Every line of the records below that holds the word "Islas" should be copied out.
[Given data Boundary: Start]
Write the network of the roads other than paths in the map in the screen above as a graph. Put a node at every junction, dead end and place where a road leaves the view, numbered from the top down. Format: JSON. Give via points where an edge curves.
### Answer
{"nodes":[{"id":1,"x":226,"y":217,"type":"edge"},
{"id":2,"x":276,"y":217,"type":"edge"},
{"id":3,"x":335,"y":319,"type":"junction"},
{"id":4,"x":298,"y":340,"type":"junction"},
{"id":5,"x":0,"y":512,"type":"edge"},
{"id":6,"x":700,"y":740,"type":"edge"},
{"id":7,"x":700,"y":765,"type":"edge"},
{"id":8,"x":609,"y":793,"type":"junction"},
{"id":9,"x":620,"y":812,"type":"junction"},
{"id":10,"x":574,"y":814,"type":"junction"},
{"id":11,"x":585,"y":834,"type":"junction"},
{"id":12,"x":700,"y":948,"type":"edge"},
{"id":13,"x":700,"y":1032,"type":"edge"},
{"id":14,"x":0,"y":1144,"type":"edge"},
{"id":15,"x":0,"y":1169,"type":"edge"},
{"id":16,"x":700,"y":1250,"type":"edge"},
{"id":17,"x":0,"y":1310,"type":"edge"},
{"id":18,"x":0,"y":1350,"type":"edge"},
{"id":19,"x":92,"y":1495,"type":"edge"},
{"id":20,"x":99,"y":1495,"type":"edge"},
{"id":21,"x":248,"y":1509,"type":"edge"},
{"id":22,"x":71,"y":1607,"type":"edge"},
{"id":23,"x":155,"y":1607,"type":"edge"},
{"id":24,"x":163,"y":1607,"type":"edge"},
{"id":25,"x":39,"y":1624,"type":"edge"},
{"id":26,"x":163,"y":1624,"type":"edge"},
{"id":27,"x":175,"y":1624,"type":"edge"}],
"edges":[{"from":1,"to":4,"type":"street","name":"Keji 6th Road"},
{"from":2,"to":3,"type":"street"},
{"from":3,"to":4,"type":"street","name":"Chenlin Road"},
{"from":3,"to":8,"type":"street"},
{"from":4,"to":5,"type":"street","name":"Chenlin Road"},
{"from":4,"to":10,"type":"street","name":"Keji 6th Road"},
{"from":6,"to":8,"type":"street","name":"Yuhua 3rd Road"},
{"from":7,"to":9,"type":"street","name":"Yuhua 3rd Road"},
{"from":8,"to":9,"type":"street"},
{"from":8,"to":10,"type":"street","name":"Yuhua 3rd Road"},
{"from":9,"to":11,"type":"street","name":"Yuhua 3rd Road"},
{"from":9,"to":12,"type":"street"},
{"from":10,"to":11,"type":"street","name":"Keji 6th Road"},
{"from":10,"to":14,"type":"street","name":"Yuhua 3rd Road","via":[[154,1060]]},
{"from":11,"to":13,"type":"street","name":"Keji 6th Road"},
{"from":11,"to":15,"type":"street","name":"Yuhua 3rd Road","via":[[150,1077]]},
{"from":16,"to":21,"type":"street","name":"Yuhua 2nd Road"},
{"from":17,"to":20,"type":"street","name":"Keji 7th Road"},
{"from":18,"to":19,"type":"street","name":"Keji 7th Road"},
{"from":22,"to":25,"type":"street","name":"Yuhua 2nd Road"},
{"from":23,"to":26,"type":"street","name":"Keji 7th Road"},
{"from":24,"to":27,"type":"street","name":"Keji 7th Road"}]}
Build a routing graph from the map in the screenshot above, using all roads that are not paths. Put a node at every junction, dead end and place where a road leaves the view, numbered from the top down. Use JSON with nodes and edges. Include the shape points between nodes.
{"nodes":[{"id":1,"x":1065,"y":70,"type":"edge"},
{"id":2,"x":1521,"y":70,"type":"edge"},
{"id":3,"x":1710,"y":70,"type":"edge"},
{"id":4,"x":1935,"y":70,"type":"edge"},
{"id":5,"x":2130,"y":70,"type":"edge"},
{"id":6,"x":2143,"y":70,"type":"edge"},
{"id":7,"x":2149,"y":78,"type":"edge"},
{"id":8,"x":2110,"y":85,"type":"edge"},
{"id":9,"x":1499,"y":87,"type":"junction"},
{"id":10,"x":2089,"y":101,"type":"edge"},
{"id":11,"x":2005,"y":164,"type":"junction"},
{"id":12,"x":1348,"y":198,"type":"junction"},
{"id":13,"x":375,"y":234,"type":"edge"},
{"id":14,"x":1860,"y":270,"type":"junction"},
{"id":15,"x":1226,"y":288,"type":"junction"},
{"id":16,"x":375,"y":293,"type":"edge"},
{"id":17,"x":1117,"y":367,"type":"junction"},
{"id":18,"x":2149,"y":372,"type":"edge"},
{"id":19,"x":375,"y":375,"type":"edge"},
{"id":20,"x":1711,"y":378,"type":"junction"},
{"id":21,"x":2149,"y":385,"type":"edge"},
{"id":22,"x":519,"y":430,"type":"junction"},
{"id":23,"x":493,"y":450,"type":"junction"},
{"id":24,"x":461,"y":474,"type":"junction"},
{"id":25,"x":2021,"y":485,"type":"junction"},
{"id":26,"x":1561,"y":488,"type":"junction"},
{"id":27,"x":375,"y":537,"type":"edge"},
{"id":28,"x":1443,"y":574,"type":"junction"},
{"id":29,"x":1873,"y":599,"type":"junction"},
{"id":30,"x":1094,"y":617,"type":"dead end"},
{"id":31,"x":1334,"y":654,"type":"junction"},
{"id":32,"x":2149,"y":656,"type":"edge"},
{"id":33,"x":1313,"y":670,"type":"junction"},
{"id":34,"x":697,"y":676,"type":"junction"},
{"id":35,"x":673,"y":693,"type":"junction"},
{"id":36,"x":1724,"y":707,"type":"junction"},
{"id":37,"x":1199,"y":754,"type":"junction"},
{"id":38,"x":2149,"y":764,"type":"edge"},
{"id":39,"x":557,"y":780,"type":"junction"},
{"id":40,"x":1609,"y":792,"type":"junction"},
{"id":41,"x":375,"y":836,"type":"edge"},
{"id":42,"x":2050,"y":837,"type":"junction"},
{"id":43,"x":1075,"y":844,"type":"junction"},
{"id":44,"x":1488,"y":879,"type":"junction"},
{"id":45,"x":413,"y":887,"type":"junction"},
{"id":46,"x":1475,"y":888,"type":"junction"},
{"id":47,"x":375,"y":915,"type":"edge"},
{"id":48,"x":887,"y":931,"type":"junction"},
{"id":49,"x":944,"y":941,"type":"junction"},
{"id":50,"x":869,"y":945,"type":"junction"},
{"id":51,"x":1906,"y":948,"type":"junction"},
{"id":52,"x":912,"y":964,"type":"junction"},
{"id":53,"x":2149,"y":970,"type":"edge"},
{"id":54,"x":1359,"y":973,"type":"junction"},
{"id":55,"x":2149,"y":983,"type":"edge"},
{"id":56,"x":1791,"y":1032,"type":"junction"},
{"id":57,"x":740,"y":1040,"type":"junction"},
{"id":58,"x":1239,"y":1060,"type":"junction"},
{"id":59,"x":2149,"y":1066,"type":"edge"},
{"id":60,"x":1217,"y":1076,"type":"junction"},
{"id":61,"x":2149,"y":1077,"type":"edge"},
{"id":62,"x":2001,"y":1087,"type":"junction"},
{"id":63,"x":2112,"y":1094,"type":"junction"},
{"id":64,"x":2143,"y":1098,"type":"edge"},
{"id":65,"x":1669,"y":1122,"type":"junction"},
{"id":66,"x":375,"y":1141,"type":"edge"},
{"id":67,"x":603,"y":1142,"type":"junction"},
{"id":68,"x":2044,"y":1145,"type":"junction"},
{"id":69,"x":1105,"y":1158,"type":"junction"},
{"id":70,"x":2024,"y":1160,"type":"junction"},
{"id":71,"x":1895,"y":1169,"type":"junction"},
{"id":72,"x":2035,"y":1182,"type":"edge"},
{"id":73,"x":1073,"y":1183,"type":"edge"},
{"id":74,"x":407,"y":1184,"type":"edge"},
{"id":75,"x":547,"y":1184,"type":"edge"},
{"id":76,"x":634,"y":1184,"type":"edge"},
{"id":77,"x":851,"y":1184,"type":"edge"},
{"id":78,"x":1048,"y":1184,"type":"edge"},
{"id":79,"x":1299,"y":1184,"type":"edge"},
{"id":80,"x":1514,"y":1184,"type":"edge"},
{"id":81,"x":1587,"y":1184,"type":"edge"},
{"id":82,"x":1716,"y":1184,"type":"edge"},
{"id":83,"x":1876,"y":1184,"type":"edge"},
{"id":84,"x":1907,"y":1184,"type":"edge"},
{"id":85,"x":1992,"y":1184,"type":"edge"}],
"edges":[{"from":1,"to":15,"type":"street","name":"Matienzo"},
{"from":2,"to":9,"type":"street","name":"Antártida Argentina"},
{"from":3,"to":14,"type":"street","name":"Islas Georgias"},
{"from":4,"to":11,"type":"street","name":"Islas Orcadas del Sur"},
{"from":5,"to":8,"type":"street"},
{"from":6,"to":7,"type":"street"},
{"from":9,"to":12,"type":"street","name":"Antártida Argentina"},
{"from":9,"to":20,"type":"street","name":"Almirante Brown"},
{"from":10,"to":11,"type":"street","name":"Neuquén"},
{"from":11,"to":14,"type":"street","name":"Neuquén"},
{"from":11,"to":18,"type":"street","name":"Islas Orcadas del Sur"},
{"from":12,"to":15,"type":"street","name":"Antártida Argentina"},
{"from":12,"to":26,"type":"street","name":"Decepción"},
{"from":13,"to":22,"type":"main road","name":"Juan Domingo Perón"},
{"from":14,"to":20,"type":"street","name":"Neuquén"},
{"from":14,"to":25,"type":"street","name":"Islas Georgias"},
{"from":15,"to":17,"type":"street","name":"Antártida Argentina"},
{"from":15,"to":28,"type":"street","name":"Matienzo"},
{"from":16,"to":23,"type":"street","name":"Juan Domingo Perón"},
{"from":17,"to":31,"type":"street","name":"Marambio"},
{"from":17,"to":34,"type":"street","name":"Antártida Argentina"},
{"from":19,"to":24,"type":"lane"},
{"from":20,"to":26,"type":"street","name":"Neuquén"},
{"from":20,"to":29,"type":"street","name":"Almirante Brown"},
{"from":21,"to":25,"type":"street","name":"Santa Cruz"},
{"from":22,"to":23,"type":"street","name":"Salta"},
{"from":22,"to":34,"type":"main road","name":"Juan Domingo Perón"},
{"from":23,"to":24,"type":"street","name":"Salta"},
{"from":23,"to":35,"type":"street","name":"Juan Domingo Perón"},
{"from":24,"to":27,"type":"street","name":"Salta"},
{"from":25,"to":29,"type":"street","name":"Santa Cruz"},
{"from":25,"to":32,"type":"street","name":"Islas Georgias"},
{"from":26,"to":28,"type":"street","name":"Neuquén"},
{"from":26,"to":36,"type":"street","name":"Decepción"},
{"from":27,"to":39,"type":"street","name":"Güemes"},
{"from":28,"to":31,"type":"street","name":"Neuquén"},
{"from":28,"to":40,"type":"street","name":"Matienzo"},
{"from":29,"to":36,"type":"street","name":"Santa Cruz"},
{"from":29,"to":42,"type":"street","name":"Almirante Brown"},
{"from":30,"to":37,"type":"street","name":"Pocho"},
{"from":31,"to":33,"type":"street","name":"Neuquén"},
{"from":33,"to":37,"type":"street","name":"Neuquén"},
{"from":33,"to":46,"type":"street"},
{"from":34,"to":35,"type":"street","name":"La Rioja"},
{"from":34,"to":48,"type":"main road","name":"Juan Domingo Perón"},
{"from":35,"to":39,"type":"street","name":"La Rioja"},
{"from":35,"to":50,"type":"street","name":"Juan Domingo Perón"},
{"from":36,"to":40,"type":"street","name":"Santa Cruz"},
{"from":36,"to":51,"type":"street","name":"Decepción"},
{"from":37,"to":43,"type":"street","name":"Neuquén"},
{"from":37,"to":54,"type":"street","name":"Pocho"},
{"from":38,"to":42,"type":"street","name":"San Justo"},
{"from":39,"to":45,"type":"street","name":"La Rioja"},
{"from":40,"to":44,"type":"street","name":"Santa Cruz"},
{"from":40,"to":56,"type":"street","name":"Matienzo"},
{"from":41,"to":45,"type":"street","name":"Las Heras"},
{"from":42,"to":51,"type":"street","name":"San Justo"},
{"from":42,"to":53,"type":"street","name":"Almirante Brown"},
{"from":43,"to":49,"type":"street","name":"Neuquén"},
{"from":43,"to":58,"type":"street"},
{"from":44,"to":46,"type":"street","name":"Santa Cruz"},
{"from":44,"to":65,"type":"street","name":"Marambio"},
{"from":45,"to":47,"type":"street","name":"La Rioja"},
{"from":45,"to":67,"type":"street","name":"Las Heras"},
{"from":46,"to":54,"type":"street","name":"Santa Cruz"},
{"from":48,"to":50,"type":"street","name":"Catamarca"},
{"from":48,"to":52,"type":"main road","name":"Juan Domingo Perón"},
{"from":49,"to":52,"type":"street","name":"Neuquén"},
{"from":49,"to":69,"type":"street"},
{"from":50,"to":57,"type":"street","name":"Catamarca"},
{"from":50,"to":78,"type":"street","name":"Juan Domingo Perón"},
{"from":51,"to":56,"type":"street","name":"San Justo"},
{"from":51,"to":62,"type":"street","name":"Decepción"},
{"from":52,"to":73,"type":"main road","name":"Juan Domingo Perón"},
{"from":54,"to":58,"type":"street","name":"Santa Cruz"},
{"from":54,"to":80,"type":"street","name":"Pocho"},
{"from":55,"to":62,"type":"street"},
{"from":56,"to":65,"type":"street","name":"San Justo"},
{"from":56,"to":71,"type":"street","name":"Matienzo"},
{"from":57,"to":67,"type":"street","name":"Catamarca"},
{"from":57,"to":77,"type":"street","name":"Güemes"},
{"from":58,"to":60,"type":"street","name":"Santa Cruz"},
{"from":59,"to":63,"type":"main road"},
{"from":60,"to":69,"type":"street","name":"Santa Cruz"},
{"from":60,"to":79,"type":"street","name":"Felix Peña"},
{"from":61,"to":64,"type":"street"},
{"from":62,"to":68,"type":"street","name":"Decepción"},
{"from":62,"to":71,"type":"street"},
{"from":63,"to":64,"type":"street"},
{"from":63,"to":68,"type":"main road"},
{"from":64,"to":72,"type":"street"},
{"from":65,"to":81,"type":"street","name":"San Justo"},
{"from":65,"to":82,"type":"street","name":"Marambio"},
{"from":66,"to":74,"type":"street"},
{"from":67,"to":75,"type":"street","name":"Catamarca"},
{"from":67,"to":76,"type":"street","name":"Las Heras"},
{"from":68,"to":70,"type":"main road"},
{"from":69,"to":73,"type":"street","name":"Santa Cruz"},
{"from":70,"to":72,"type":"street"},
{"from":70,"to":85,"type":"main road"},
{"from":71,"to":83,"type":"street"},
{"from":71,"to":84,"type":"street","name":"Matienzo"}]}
[Given data Boundary: End]
▶ [Output for this task]
{"from":3,"to":14,"type":"street","name":"Islas Georgias"},
{"from":4,"to":11,"type":"street","name":"Islas Orcadas del Sur"},
{"from":11,"to":18,"type":"street","name":"Islas Orcadas del Sur"},
{"from":14,"to":25,"type":"street","name":"Islas Georgias"},
{"from":25,"to":32,"type":"street","name":"Islas Georgias"},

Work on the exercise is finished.